**EXERCISE DETAILS:** Each line below is to be copied out exactly, and none may be omitted.

**RECORDS SHOWN:**
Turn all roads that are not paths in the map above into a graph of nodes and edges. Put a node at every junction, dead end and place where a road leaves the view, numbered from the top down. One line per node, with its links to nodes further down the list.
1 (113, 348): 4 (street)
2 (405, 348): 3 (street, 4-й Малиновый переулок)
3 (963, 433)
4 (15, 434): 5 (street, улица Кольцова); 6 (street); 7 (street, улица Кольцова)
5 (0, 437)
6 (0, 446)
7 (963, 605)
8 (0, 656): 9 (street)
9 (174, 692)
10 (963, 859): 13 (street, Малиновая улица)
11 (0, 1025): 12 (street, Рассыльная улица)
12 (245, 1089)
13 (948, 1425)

**SOLVED EXERCISE:**
Turn all roads that are not paths in the map above into a graph of nodes and edges. Put a node at every junction, dead end and place where a road leaves the view, numbered from the top down. One line per node, with its links to nodes further down the list.
1 (113, 348): 4 (street)
2 (405, 348): 3 (street, 4-й Малиновый переулок)
3 (963, 433)
4 (15, 434): 5 (street, улица Кольцова); 6 (street); 7 (street, улица Кольцова)
5 (0, 437)
6 (0, 446)
7 (963, 605)
8 (0, 656): 9 (street)
9 (174, 692)
10 (963, 859): 13 (street, Малиновая улица)
11 (0, 1025): 12 (street, Рассыльная улица)
12 (245, 1089)
13 (948, 1425)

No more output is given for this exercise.